Jumping off Hathor Cliff

As for our question of base jumping off the Hathor cliff, you can probably guess that this is going to take a while with such little gravity. Certainly jumping up and out from the top of the cliff would be out of the question as this would sent us into space. Once standing on the edge, we would simply have to allow ourselves to fall. We can use Newton's kinematic equations to work out a time of flight and how fast we might be travelling when we hit the ground. My initial speed is \(u=0\rm ms^{−1}\), the distance i travel is \(923\rm m\) and the acceleration is the gravitational field strength of the comet \(g_{67P}=2.46\times 10^{−4}\rm ms^{−2}\).

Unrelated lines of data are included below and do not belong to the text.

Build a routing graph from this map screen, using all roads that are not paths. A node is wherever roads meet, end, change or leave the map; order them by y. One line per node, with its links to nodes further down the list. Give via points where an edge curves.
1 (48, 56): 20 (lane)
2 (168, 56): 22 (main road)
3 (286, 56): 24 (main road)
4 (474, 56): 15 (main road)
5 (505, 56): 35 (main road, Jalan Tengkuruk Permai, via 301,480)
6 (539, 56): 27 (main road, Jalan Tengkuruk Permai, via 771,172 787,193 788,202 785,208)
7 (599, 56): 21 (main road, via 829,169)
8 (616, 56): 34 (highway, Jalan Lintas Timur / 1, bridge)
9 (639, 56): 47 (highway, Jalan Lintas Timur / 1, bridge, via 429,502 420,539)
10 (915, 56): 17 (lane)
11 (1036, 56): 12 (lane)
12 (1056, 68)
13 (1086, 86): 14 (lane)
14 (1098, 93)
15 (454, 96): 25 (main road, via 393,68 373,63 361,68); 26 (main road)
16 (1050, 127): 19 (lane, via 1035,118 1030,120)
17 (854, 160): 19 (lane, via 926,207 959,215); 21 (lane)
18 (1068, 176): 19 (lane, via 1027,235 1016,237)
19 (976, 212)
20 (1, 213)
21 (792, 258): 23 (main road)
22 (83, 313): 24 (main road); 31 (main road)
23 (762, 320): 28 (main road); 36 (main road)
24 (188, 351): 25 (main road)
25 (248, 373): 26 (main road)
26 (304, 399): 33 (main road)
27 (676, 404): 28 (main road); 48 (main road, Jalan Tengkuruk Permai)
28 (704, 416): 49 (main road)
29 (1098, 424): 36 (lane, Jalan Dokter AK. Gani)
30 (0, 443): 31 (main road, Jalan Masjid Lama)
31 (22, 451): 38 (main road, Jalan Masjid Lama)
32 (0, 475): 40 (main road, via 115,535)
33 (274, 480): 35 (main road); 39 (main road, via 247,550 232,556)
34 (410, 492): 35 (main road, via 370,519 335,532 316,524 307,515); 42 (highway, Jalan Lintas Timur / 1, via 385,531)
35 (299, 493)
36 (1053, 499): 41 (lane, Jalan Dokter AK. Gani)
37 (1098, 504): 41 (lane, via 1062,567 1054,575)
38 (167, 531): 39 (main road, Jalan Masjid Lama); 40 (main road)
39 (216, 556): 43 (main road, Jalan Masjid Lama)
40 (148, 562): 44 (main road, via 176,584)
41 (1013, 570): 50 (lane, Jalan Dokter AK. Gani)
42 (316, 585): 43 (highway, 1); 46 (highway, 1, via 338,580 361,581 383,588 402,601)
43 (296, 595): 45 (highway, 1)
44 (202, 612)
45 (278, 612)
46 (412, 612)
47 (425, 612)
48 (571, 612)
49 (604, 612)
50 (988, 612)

Taking downwards to be the positive direction and using \[s=ut+\frac{1}{2}at^2\]when \(u=0\) gives \[s=\frac{1}{2}at^2\]Now rearrange for \(t\) and input our values \[t=\sqrt{\frac{2s}{g}}=\sqrt{\frac{2\times 923}{2.46\times 10^{-4}}}=2739\rm \: seconds\] A little over 45 minutes, which is rather a slow trip. Not one i would likely call a base jump, but if a float is what you're after then comet 67P/C-G is for you. As for the speed we would hit the ground, we can use \[v=u+at\]with \(u=0\) so \[v=at=2.46\times 10^{-4}\times 2739=0.67\rm ms^{−1}\]which is a speed of 67 centimetres every second. This certainly is an impact that the body could handle. So all in all, parachutes would not be needed and we could perhaps jump all the way back to the top. That problem, i leave for the reader.